Categories: INCREDIBLE

The inhabitants of the oceans threatens mass starvation

One reason for the shortage of food may be the stratification of the ocean

A new study by the group of experts on climate change have shown that global warming will lead to mass starvation among the deep sea creatures of the oceans and, as a consequence, to the extinction of many species.

“The depths of the ocean are one of the most inhospitable and barren places on the planet,” says Andrew Sweetman, researcher at the University of Heriot-Watt in Edinburgh and lead author of the study: “a Square meter of ocean at a depth over 3,000 meters contains less carbohydrate than is contained in the cube of sugar. And if in the next century is tiny amounts of food will be reduced two times, the consequences will be catastrophic.”

One reason for the shortage of food may be the stratification of the ocean due to the increase in water temperature, which dramatically reduced the number of plankton, the first link in the food chain at great depths.

Such forecasts, the researchers made after analyzing the data obtained by simulation of the effects of global climate change for the fifth assessment report of the intergovernmental expert group on climate change, along with the analysis of the extensive body of published data about the ocean. They studied the change characteristics such as temperature, acidity, oxygen and food to predict the change in deep-water ecosystems by the year 2100.

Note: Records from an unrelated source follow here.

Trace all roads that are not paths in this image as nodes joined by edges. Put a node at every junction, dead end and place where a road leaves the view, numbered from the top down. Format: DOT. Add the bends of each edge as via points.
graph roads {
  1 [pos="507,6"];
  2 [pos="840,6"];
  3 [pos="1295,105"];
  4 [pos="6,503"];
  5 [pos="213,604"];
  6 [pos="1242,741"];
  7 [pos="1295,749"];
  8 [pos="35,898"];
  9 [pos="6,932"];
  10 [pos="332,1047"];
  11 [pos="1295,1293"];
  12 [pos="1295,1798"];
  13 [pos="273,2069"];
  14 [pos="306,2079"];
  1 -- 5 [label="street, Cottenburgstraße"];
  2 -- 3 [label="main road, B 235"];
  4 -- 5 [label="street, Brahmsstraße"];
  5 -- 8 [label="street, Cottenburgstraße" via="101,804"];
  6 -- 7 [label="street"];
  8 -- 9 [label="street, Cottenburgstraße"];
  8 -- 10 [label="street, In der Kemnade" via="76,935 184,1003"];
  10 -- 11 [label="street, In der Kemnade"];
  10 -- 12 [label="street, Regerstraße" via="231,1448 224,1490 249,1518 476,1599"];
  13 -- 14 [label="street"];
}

“Biodiversity in many of these areas is determined by the scarce amount of food, and for the next 80 years in some parts of the world it could be reduced in two times,” said Andrew Thurber, an ecologist from the University of Oregon: “We will probably see the dominance of smaller organisms. Some species will thrive, some will migrate to other areas, and many will die. Likely to increase in the population of jellyfish and squid, for example, as fish populations and cold-water corals will shrink.”

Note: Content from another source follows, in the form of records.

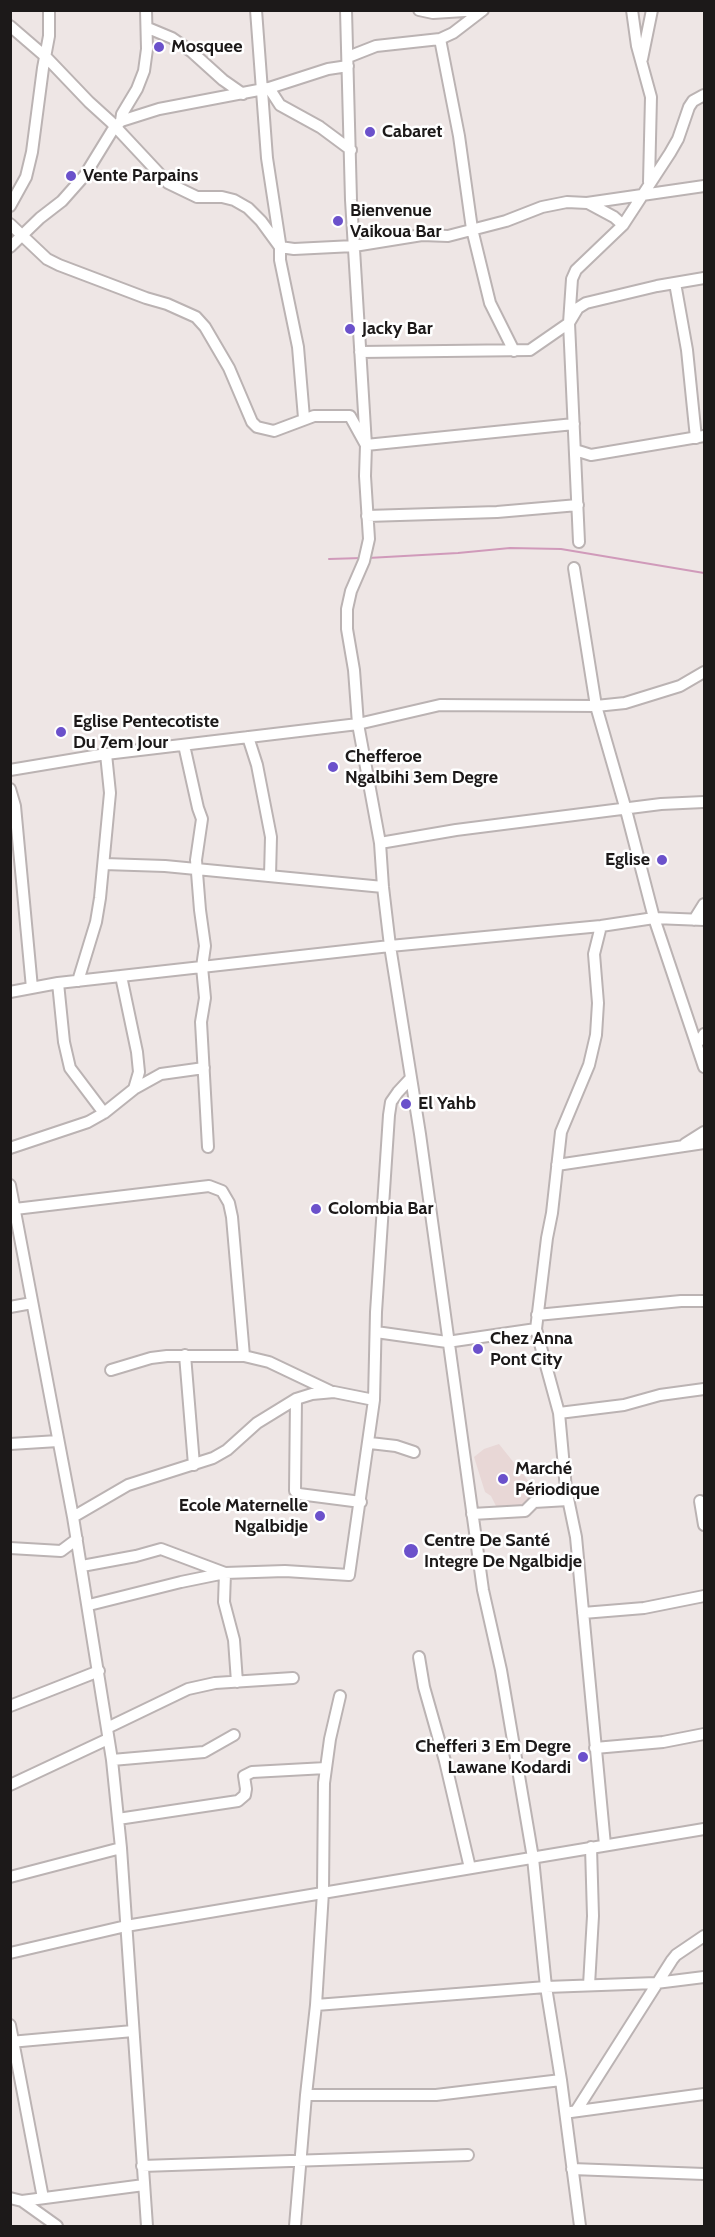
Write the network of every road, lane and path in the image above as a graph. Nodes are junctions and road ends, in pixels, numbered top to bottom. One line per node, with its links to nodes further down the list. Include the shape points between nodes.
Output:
1 (49, 10): 12 (street)
2 (146, 10): 10 (street)
3 (256, 10): 15 (street)
4 (346, 10): 13 (street)
5 (419, 10): 6 (street)
6 (481, 10): 11 (street)
7 (632, 10): 14 (street)
8 (652, 10): 14 (street)
9 (10, 26): 12 (street)
10 (148, 28): 16 (street, via 172,38); 18 (street, via 144,71)
11 (440, 39): 13 (street, via 376,46); 26 (street)
12 (46, 57): 18 (street, via 89,102); 23 (street, via 32,153 26,177)
13 (348, 62): 15 (street); 19 (street)
14 (641, 62): 21 (street, via 652,111)
15 (265, 89): 16 (street); 19 (street, via 280,105); 30 (street, via 267,158)
16 (243, 94): 18 (street, via 159,109)
17 (705, 95): 21 (street, via 689,107 678,139)
18 (119, 125): 27 (street, via 85,175); 30 (street, via 168,183 197,197 222,197 248,208)
19 (351, 150): 28 (street)
20 (705, 186): 21 (street)
21 (646, 190): 22 (street); 25 (street)
22 (587, 203): 25 (street); 26 (street, via 542,207)
23 (10, 206)
24 (10, 224): 27 (street)
25 (623, 225): 33 (street, via 576,270 569,292)
26 (472, 229): 28 (street, via 448,236 422,235); 34 (street, via 490,303)
27 (23, 234): 29 (street); 36 (street, via 59,265 196,317 229,368 257,427 274,431)
28 (354, 246): 30 (street); 35 (street)
29 (10, 247)
30 (280, 248): 36 (street, via 298,347)
31 (705, 279): 32 (street)
32 (675, 283): 33 (street, via 586,303); 38 (street)
33 (569, 323): 34 (street, via 530,350); 37 (street)
34 (514, 351): 35 (street)
35 (360, 352): 39 (street)
36 (304, 418): 39 (street, via 350,416)
37 (574, 423): 39 (street); 40 (street)
38 (700, 437): 40 (street, via 591,454)
39 (366, 445): 42 (street)
40 (575, 450): 41 (street)
41 (578, 505): 42 (street); 43 (street)
42 (367, 516): 47 (street, via 367,551 347,609)
43 (579, 542)
44 (574, 568): 46 (street)
45 (705, 672): 46 (street, via 658,693 625,703)
46 (596, 706): 47 (street, via 440,705); 54 (street)
47 (358, 724): 48 (street); 55 (street)
48 (248, 737): 49 (street); 58 (street, via 271,837)
49 (184, 745): 50 (street); 57 (street, via 202,815)
50 (106, 754): 51 (street); 56 (street, via 110,793)
51 (10, 770)
52 (10, 789): 69 (street, via 15,806)
53 (705, 802): 54 (street)
54 (626, 810): 55 (street); 61 (street)
55 (380, 843): 59 (street)
56 (104, 864): 57 (street); 67 (street, via 96,922)
57 (196, 869): 58 (street); 65 (street, via 206,946)
58 (270, 876): 59 (street)
59 (383, 887): 64 (street)
60 (705, 904): 62 (street)
61 (654, 918): 62 (street); 63 (street); 72 (street)
62 (700, 920)
63 (601, 926): 64 (street); 85 (street, via 594,954 598,1003 594,1049 561,1132)
64 (390, 946): 65 (street); 76 (street)
65 (202, 967): 66 (street); 74 (street)
66 (121, 976): 67 (street); 75 (street)
67 (78, 981): 68 (street)
68 (58, 983): 69 (street); 79 (street, via 67,1062)
69 (32, 988): 70 (street)
70 (10, 992)
71 (705, 1034): 72 (street)
72 (697, 1044): 73 (street)
73 (705, 1066)
74 (204, 1068): 77 (street, via 161,1074); 82 (street)
75 (139, 1072): 77 (street); 78 (street)
76 (411, 1078): 93 (street, via 394,1097 388,1115); 94 (street)
77 (146, 1084): 78 (street)
78 (134, 1089): 79 (street)
79 (104, 1113): 84 (street, via 69,1130)
80 (705, 1132): 83 (street)
81 (705, 1143): 83 (street)
82 (208, 1147)
83 (679, 1147): 85 (street)
84 (10, 1148)
85 (557, 1165): 91 (street)
86 (10, 1185): 87 (street)
87 (15, 1209): 89 (street); 96 (street, via 209,1186 222,1191 232,1217)
88 (705, 1301): 91 (street)
89 (32, 1303): 90 (street); 103 (street)
90 (10, 1307)
91 (537, 1315): 92 (street)
92 (536, 1329): 94 (street); 102 (street)
93 (376, 1332): 94 (street); 101 (street)
94 (447, 1342): 111 (street)
95 (185, 1355): 96 (street); 97 (street, via 151,1358); 107 (street)
96 (244, 1356): 99 (street, via 269,1362)
97 (111, 1370)
98 (705, 1389): 102 (street)
99 (334, 1392): 100 (street); 101 (street)
100 (296, 1399): 107 (street, via 257,1423 226,1450); 109 (street, via 295,1491)
101 (374, 1400): 104 (street)
102 (559, 1413): 108 (street)
103 (58, 1441): 105 (street); 112 (street)
104 (370, 1443): 106 (street); 109 (street)
105 (10, 1444)
106 (414, 1452)
107 (194, 1465): 112 (street, via 128,1485)
108 (568, 1500): 111 (street, via 534,1502 525,1511); 120 (street, via 576,1537)
109 (361, 1502): 117 (street, via 349,1575)
110 (700, 1502): 113 (street)
111 (472, 1514): 139 (street)
112 (73, 1517): 114 (street)
113 (705, 1525)
114 (77, 1539): 115 (street, via 61,1551); 116 (street)
115 (10, 1548)
116 (82, 1566): 117 (street, via 161,1549); 119 (street)
117 (225, 1573): 119 (street); 124 (street, via 224,1602 234,1640)
118 (705, 1596): 120 (street, via 644,1608)
119 (89, 1605): 122 (street)
120 (583, 1613): 130 (street)
121 (420, 1657): 140 (street, via 424,1687)
122 (99, 1671): 126 (street); 127 (street)
123 (293, 1678): 124 (street)
124 (237, 1682): 127 (street, via 188,1689)
125 (340, 1696): 132 (street)
126 (10, 1706)
127 (107, 1733): 131 (street); 133 (street)
128 (705, 1734): 130 (street)
129 (234, 1735): 131 (street, via 204,1752)
130 (595, 1748): 136 (street)
131 (112, 1760): 134 (street)
132 (326, 1768): 134 (street, via 252,1772 244,1776 245,1795 238,1802); 142 (street)
133 (10, 1785)
134 (118, 1819): 138 (street)
135 (705, 1829): 136 (street)
136 (604, 1845): 137 (street)
137 (591, 1847): 139 (street); 148 (street)
138 (121, 1848): 141 (street); 143 (street)
139 (533, 1858): 140 (street); 149 (street)
140 (470, 1868): 142 (street)
141 (10, 1877)
142 (323, 1892): 143 (street); 150 (street)
143 (126, 1926): 145 (street); 152 (street)
144 (705, 1936): 147 (street, via 676,1955)
145 (10, 1953)
146 (705, 1977): 147 (street)
147 (656, 1983): 148 (street); 157 (street)
148 (590, 1985): 149 (street)
149 (546, 1987): 150 (street); 154 (street)
150 (316, 2005): 156 (street)
151 (10, 2025): 153 (street)
152 (133, 2031): 153 (street); 160 (street)
153 (12, 2042): 165 (street)
154 (561, 2080): 156 (street, via 436,2095); 157 (street)
155 (705, 2094): 157 (street)
156 (306, 2095): 159 (street)
157 (570, 2112): 161 (street)
158 (468, 2155): 159 (street)
159 (300, 2161): 160 (street); 169 (street)
160 (142, 2166): 163 (street)
161 (572, 2169): 162 (street); 170 (street)
162 (705, 2174)
163 (144, 2185): 165 (street); 168 (street)
164 (10, 2198): 166 (street)
165 (43, 2199): 166 (street)
166 (22, 2201): 167 (street)
167 (57, 2226)
168 (147, 2226)
169 (295, 2226)
170 (580, 2226)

According to forecasts, the water temperature in the abyssal zones, that is, at a depth of 3,000 metres, will rise one-half degree Celsius in the Northern Atlantic ocean, southern, and Arctic oceans, and in the bathyal zones, the depth of 200-3000 meters, the Pacific, Atlantic, and Arctic oceans, the temperature will increase by almost four degrees Celsius.

“The difference is four degrees in the ocean is much greater for similar changes in temperature on land and causes serious changes in the ecosystem,” said Thurber.